La nuova edizione di Anteprima VitignoItalia ha acceso Napoli con una giornata che ha saputo condensare storia, visione, memoria enologica e apertura internazionale, sfidando persino la pioggia incessante che ha bagnato la città senza riuscire a spegnere l’entusiasmo di produttori, operatori e appassionati.

Un vero prologo d’autore in vista del grande appuntamento con VitignoItalia 2026, in programma dal 17 al 19 maggio alla Stazione Marittima, che ha confermato ancora una volta il ruolo della città come una delle capitali del vino italiano. Nelle sale dell’Hotel Excelsior, affacciate sul Golfo, oltre 100 aziende provenienti da tutta la Penisola hanno dato vita a un percorso attraverso più di 500 etichette, restituendo un mosaico fedele della ricchezza enologica nazionale: dalle grandi bollicine del Nord ai rossi strutturati del Centro, fino alle identità profonde del Mezzogiorno.

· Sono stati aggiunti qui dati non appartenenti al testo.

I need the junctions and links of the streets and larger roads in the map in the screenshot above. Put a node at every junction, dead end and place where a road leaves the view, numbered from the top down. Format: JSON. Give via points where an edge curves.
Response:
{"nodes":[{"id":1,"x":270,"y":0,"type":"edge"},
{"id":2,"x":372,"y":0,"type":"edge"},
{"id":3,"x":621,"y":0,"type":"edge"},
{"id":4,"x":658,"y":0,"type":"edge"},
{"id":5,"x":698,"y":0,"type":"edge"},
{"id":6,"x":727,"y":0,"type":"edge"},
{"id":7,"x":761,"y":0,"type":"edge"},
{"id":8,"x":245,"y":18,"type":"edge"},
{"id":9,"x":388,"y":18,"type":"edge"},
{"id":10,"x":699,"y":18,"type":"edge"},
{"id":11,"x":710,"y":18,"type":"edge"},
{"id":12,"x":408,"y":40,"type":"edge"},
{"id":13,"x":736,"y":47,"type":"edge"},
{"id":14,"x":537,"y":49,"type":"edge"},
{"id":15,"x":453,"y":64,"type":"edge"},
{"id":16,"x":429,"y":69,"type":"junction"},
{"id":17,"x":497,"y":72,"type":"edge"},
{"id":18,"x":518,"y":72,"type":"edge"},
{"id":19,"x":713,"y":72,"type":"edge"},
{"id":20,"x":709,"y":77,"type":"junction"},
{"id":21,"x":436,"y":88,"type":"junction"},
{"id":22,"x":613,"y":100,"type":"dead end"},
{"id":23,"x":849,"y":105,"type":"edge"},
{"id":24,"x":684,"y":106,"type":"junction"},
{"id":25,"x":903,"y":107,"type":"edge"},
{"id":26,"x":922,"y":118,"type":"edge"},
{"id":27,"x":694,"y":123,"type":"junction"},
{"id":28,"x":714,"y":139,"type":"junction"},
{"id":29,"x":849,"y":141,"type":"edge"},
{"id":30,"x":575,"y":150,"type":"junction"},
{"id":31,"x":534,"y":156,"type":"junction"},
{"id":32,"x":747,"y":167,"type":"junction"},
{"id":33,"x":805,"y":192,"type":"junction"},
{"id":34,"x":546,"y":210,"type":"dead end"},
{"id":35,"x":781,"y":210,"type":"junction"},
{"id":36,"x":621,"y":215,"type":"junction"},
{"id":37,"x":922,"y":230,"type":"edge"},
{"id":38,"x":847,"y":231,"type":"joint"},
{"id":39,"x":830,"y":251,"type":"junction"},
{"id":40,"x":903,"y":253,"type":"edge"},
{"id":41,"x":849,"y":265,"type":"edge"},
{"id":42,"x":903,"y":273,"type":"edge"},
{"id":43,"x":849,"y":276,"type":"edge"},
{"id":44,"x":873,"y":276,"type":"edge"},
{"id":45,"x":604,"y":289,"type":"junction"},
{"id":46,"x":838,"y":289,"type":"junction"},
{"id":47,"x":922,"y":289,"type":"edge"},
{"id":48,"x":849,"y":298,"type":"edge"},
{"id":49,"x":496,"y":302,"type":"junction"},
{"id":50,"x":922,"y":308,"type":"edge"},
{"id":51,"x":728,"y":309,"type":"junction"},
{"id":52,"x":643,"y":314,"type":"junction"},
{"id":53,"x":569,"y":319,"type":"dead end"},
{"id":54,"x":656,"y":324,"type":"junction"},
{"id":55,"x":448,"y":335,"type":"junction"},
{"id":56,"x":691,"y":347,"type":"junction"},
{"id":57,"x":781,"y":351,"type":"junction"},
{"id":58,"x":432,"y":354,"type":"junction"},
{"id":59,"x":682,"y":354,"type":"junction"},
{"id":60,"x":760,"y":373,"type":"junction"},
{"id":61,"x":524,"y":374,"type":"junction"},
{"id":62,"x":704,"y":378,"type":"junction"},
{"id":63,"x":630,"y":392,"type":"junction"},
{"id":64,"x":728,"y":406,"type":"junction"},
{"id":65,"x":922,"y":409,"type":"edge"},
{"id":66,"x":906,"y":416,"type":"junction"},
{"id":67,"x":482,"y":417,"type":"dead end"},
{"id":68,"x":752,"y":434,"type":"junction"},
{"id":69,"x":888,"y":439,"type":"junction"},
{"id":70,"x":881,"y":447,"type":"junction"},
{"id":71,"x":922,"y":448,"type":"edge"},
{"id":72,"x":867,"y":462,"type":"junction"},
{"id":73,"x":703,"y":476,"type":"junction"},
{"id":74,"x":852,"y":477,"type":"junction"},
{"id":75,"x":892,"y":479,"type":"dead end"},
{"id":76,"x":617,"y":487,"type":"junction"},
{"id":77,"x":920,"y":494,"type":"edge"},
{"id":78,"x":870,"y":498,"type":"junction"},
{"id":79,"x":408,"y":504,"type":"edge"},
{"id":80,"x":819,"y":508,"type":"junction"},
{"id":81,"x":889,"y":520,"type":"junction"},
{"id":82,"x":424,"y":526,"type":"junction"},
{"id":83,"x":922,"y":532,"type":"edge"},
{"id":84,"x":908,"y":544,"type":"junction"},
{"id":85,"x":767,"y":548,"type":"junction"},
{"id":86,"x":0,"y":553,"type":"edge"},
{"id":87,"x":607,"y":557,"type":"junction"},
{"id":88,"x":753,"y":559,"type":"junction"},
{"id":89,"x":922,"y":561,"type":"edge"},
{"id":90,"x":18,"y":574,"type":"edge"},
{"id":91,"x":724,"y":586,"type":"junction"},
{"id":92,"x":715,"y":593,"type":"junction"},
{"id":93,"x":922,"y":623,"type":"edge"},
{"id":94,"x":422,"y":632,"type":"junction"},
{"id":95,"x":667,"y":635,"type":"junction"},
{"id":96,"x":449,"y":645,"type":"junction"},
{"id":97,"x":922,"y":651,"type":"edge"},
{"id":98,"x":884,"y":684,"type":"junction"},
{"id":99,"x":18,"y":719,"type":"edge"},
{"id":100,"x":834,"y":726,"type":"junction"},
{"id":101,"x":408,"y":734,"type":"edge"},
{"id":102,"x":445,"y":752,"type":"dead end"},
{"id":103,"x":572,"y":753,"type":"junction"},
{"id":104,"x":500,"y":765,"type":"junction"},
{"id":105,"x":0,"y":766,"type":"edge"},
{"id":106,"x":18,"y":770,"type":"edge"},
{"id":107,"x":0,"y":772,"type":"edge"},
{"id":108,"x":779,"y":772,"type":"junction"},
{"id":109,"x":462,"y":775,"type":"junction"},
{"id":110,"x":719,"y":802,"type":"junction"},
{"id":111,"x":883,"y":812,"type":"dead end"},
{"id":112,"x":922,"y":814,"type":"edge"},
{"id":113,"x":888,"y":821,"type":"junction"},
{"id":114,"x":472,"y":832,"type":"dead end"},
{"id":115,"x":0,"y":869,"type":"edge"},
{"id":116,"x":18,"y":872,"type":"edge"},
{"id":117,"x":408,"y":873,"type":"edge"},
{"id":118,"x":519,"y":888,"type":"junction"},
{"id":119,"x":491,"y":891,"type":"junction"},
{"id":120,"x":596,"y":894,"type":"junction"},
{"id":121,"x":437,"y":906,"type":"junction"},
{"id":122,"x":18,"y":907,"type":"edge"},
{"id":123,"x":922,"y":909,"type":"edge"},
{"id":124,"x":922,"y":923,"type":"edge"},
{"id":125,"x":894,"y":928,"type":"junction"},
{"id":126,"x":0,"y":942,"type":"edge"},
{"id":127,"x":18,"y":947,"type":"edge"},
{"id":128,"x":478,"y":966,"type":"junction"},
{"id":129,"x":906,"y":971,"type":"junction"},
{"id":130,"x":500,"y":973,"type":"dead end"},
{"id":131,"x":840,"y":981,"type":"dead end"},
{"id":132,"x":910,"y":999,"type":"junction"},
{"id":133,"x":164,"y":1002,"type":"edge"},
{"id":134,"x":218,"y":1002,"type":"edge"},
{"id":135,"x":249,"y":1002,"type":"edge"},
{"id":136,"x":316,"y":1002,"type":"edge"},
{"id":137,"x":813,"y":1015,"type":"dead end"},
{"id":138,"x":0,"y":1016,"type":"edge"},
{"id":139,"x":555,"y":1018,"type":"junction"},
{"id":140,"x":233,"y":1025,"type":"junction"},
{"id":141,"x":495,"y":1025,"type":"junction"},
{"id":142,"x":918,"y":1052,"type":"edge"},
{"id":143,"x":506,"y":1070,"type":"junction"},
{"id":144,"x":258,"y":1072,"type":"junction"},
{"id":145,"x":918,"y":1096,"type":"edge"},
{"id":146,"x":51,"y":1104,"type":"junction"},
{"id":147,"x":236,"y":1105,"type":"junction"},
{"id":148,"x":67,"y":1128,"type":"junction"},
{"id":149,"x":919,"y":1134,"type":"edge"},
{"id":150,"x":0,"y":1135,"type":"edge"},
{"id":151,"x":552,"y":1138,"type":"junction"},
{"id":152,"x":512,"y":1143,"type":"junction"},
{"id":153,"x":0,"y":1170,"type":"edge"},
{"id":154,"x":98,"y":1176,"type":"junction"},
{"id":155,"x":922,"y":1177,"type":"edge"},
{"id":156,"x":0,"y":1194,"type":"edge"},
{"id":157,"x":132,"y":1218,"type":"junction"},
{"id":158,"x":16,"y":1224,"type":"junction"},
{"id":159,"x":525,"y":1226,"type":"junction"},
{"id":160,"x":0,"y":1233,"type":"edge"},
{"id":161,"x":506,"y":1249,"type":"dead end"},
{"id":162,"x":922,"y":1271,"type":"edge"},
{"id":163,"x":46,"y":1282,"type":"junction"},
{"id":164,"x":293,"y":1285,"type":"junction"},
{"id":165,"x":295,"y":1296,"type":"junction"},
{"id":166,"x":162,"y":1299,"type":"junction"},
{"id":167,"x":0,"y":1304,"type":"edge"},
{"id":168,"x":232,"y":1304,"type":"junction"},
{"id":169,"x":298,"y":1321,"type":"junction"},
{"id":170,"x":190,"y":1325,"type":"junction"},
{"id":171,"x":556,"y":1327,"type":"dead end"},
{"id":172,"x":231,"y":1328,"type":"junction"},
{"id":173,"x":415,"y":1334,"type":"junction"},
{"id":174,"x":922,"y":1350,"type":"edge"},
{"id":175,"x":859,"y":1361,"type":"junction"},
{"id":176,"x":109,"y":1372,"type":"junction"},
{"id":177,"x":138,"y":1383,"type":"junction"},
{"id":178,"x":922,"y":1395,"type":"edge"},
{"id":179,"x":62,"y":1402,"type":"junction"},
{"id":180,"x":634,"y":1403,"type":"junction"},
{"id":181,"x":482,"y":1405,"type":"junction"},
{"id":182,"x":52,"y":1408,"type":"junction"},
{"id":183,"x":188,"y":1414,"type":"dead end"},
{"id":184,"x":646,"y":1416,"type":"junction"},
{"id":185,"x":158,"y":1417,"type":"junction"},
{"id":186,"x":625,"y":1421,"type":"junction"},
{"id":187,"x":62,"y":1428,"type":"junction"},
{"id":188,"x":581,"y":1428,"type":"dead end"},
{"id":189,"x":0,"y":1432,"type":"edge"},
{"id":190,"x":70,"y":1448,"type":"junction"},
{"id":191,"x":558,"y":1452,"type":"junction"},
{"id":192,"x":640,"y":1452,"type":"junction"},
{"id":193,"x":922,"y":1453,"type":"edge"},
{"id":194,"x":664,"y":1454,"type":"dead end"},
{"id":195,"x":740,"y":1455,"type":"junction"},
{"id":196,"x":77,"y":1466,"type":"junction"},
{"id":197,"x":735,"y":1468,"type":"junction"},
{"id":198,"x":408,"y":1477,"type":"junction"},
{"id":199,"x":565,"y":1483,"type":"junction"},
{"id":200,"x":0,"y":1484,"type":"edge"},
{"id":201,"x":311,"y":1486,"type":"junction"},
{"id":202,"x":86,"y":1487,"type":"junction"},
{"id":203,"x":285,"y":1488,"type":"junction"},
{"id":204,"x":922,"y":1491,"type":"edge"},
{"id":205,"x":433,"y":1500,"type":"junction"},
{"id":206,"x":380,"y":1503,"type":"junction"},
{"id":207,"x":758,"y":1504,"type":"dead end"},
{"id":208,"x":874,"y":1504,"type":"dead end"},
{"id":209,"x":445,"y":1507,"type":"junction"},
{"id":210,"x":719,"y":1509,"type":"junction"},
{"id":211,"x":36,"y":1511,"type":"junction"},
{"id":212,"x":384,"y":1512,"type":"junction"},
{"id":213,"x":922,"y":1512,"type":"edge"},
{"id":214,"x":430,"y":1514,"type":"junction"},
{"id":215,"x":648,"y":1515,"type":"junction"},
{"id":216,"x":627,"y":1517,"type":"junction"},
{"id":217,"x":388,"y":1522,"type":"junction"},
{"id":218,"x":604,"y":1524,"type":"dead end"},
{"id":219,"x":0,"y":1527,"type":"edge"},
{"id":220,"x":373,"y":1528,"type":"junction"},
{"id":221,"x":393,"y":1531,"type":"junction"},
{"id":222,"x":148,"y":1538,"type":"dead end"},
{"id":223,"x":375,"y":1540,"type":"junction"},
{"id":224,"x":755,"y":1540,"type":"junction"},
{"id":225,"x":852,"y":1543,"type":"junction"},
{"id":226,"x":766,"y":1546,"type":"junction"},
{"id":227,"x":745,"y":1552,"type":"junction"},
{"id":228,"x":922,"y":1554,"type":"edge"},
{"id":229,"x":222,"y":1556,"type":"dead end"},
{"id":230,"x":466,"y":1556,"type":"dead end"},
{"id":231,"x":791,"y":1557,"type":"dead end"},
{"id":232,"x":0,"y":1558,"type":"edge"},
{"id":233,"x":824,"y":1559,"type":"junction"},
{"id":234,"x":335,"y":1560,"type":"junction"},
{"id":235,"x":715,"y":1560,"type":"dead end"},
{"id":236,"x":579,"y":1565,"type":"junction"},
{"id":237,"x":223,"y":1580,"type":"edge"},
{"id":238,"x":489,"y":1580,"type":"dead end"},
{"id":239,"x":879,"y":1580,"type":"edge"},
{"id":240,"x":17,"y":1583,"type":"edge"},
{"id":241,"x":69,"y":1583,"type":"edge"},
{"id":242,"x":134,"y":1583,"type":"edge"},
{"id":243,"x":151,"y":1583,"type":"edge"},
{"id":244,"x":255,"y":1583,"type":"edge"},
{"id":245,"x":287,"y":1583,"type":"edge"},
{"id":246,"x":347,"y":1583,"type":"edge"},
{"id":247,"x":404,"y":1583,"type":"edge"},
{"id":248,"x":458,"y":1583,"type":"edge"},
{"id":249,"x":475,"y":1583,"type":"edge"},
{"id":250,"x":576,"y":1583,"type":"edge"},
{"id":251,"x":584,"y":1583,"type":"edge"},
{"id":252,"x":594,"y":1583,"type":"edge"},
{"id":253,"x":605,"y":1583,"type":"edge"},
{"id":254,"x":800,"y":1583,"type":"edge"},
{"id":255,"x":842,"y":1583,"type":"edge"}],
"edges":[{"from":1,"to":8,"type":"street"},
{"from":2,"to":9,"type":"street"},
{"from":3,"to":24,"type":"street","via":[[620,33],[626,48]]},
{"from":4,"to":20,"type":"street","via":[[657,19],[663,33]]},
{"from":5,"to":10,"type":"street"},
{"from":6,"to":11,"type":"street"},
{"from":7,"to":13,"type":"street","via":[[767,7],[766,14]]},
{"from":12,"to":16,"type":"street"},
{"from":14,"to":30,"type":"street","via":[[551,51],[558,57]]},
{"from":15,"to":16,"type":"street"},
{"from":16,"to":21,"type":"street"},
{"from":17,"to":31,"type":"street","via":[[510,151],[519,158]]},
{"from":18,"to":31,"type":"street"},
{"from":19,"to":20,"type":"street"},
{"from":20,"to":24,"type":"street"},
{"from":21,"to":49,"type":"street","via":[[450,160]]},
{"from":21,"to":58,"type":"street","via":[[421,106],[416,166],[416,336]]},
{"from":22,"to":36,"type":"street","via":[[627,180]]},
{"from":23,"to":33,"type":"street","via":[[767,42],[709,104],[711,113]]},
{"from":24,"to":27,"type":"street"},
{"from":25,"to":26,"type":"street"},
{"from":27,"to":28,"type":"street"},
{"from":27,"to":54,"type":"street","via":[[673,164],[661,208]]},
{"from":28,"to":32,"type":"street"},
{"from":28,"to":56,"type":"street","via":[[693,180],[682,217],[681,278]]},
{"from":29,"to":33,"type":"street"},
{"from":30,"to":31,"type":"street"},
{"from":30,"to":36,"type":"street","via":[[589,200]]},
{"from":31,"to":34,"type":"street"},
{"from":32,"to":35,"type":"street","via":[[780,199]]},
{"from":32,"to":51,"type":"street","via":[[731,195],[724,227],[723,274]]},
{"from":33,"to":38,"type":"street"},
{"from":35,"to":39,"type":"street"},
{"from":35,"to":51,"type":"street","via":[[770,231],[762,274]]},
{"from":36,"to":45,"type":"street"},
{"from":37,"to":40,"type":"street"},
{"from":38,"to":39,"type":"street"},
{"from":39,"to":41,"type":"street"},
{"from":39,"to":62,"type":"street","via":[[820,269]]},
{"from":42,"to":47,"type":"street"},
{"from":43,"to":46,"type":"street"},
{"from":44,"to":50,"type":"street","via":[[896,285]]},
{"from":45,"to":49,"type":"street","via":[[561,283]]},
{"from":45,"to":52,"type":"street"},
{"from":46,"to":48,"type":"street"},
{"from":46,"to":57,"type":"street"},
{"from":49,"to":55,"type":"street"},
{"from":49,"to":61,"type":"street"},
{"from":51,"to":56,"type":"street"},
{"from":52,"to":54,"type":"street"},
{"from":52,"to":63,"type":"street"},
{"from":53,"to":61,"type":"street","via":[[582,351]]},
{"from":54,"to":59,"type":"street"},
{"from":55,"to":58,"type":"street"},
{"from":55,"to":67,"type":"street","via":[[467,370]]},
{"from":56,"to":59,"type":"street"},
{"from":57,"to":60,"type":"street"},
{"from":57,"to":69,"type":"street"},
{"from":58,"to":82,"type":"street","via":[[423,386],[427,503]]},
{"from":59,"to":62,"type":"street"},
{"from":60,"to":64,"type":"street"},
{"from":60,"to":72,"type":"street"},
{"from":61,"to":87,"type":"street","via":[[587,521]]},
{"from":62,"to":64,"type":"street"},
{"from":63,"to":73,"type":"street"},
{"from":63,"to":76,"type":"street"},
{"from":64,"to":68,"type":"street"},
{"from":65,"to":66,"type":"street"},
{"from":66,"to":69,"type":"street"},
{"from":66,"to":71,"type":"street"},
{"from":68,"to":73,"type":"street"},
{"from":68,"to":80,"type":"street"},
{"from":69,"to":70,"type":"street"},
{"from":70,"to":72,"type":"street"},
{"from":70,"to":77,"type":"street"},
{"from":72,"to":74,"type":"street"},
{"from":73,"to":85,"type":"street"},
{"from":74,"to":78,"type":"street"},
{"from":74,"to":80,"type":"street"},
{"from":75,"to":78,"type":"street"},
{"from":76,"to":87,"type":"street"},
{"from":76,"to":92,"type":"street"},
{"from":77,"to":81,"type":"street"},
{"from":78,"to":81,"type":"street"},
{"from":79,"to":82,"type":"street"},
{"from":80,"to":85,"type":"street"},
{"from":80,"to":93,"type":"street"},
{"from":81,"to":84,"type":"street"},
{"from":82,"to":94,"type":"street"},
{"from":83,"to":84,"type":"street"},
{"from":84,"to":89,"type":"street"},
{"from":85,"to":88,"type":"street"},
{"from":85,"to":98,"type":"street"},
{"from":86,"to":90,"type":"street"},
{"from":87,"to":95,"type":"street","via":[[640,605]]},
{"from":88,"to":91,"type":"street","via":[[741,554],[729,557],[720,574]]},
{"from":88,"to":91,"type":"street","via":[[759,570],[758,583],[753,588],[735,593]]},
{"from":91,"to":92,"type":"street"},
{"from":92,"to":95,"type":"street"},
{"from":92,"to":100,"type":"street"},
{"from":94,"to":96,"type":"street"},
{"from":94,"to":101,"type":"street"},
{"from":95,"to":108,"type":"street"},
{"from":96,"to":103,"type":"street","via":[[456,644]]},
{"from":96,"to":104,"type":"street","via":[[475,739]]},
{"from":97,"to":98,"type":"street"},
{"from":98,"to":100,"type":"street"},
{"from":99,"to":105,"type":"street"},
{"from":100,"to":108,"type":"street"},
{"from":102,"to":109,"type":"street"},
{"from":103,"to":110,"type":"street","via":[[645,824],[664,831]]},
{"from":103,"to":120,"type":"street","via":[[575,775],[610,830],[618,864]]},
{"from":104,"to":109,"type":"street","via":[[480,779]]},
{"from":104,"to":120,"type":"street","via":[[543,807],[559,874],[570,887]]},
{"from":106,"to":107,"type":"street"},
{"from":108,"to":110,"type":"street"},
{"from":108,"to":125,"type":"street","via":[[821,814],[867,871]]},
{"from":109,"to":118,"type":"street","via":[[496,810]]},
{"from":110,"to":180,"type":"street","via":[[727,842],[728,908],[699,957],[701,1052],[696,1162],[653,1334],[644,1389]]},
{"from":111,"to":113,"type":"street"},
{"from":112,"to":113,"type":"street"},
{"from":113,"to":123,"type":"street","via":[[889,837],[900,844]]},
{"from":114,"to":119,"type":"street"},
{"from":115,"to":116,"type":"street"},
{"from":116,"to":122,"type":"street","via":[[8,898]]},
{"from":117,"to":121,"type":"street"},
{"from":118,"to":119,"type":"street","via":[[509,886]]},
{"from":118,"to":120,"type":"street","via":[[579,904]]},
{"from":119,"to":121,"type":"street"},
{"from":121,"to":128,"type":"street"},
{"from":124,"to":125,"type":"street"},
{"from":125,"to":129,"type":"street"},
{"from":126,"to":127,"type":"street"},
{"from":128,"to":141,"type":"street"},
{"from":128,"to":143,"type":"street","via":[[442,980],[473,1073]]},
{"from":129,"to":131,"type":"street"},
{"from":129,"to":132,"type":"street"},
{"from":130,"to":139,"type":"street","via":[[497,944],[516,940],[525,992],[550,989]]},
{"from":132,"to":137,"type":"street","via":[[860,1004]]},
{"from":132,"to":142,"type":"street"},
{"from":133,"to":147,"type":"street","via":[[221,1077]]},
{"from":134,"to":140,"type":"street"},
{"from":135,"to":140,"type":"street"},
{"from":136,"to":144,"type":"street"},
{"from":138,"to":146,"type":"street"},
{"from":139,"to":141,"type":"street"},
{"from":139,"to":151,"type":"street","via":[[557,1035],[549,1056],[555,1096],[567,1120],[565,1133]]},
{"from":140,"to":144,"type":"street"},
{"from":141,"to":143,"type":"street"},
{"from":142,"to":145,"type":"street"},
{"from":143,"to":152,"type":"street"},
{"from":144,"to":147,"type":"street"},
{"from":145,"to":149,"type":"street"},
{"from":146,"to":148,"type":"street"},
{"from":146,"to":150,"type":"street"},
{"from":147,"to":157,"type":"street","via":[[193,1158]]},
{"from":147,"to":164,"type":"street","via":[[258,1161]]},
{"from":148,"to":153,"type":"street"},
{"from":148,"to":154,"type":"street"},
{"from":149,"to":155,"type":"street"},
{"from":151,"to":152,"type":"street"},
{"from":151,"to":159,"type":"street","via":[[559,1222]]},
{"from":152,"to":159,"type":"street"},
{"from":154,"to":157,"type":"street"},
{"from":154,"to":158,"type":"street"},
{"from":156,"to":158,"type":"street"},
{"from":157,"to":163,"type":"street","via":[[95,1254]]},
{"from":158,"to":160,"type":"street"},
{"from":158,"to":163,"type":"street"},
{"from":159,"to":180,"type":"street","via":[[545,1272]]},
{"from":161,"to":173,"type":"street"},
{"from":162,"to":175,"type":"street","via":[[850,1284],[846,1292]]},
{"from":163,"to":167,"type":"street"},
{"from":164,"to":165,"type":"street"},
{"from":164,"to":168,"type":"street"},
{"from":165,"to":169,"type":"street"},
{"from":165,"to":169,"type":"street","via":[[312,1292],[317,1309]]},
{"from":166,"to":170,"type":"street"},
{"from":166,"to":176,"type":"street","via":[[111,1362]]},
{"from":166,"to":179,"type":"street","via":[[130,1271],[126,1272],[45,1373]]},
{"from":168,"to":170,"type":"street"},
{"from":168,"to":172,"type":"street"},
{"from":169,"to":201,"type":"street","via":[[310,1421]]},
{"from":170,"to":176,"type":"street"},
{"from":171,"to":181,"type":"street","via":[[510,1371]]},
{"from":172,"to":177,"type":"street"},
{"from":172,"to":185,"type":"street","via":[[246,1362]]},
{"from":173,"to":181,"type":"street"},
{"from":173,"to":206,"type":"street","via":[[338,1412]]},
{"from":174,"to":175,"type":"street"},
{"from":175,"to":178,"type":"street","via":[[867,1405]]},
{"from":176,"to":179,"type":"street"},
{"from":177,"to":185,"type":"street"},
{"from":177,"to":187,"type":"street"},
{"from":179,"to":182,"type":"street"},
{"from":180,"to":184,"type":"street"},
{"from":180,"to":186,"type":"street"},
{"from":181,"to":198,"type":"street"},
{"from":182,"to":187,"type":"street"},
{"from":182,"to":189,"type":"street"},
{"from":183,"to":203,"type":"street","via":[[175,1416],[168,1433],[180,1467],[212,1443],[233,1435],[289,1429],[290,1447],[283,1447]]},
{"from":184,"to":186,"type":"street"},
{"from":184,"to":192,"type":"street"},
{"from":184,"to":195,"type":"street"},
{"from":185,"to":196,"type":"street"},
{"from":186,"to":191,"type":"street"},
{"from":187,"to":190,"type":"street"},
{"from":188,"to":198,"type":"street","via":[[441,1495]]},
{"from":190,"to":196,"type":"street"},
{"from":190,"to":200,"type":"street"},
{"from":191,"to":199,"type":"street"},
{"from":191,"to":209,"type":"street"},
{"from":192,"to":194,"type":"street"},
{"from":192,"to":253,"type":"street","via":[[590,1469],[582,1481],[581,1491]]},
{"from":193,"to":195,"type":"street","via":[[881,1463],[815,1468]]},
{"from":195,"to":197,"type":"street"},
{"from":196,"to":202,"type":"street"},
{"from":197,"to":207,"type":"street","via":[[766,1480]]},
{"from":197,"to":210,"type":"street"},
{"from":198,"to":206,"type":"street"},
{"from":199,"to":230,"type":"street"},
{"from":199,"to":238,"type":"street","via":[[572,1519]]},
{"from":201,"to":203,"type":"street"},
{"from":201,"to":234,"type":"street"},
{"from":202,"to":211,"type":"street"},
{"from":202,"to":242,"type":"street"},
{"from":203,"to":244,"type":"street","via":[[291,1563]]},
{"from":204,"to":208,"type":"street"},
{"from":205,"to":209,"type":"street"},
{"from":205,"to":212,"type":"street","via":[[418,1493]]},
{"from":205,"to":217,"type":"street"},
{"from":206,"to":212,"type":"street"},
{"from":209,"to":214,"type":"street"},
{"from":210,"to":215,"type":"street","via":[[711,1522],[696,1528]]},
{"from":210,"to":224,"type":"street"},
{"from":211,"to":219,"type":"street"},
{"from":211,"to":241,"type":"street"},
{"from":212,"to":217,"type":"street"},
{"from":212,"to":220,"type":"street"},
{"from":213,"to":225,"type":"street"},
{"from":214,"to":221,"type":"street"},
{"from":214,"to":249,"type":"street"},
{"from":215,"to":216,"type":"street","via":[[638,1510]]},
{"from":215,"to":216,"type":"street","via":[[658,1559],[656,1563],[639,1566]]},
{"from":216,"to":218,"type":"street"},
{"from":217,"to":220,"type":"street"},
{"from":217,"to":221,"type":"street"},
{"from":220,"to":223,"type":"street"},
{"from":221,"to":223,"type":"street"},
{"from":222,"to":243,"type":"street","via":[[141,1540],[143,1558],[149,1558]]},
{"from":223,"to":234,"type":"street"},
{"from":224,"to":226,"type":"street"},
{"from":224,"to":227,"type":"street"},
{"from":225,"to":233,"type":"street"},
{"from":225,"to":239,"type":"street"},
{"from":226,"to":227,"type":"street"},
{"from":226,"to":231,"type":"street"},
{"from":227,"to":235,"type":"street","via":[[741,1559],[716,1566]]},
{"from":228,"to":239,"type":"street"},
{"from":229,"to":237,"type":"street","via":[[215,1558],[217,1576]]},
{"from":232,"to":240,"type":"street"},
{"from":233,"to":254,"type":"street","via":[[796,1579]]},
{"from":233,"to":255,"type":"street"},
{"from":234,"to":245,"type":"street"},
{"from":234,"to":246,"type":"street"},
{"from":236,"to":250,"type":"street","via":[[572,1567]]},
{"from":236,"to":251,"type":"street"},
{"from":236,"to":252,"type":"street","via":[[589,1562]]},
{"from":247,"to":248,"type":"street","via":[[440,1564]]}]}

Come di consueto, la prima fascia oraria è stata riservata a stampa e operatori del settore, protagonisti di un appuntamento che si conferma hub di networking e luogo privilegiato in cui produttori e professionisti possono costruire relazioni, progetti e nuove sinergie. La collaborazione con ICE, partner strategico della manifestazione, ha inoltre garantito una forte presenza della stampa estera: giornalisti provenienti da Francia, Repubblica Ceca, Ungheria, Polonia e Germania hanno seguito l’intera giornata e preso parte all’educational tour del giorno successivo nei Campi Flegrei, immergendosi nei luoghi-simbolo della viticoltura campana.

La degustazione del ventennale: un viaggio emozionante nell’annata 2005

Tra i momenti più intensi della giornata spicca la degustazione del ventennale, evento esclusivo ospitato al Grand Hotel Santa Lucia. Una masterclass speciale per celebrare i vent’anni della manifestazione attraverso una selezione delle migliori etichette campane dell’annata 2005. Lo racconta con partecipazione Luciano Pignataro, tra i narratori più autorevoli del vino italiano, che ha guidato la masterclass insieme a Tommaso Luongo e Luciano D’Aponte. Un vero tributo ai vent’anni della manifestazione e ai vent’anni dei vini in degustazione: un’“orizzontale” dedicata all’annata 2005, una delle più significative per l’enologia campana.

Un excursus tra i territori e i vitigni più identitari dell’enologia regionale dal Taburno con la Falanghina “Facetus” di Fontanavecchia, arrivando poi in Cilento con “Pietraincatenata” di Luigi Maffini, una delle espressioni più mediterranee e luminose del Fiano, per poi risalire la costa con Marisa Cuomo e il suo “Fiorduva”, un inno alla ricchezza enologica della Costiera Amalfitana. E ancora: scoprire il Taurasi tra la Riserva “Vigna Quintodecimo” della cantina Quintodecimo e il “Pago dei fusi” di Terredora di Paolo, per poi arrivare sulle pendici del Vesuvio con “Vigna del Vulcano”, il Lacryma Christi bianco di Villa Dorafino al cuore del casertano con il “Vigna Camarato”, il Falerno del Massico Rosso di Villa Matilde.

Una cavalcata enologica che ha riportato il pubblico indietro nel tempo, mostrando ciò che vent’anni di evoluzione, maturità e visione possono raccontare in un bicchiere. “Il tempo è l’unica cosa che non si può comprare – ricorda Pignataro nel suo intervento – e per questo è così prezioso. Vale per gli uomini, per i vini, per gli eventi.” Parole che restituiscono la profondità di un’esperienza che VitignoItalia riproporrà anche a maggio, con la degustazione dell’annata 2006.

Una preview che guarda al futuro

“Anteprima VitignoItalia si conferma un’esperienza immersiva e consapevole – ha dichiarato Maurizio Teti, direttore della manifestazione – capace di raccontare il vino come espressione culturale, identitaria e territoriale. Questa edizione ha mostrato un pubblico più attento e curioso, affiancato da professionisti italiani e internazionali che conferiscono sempre più autorevolezza al nostro lavoro”. Tra le sale dell’Excelsior e gli assaggi del ventennale al Santa Lucia, l’edizione 2025 della preview ha dimostrato di essere più di un semplice “antipasto” del Salone di maggio: è un manifesto. Una dichiarazione del valore del vino come racconto del tempo, della terra e delle persone.

Verso VitignoItalia 2026

Con un pubblico numeroso, un forte interesse dei media internazionali e un livello di degustazioni che ha colpito anche i palati più esperti, Anteprima VitignoItalia ha tracciato la strada che porta dritta alla tre giorni di maggio, quando Napoli tornerà a essere – ancora una volta – la capitale del vino italiano.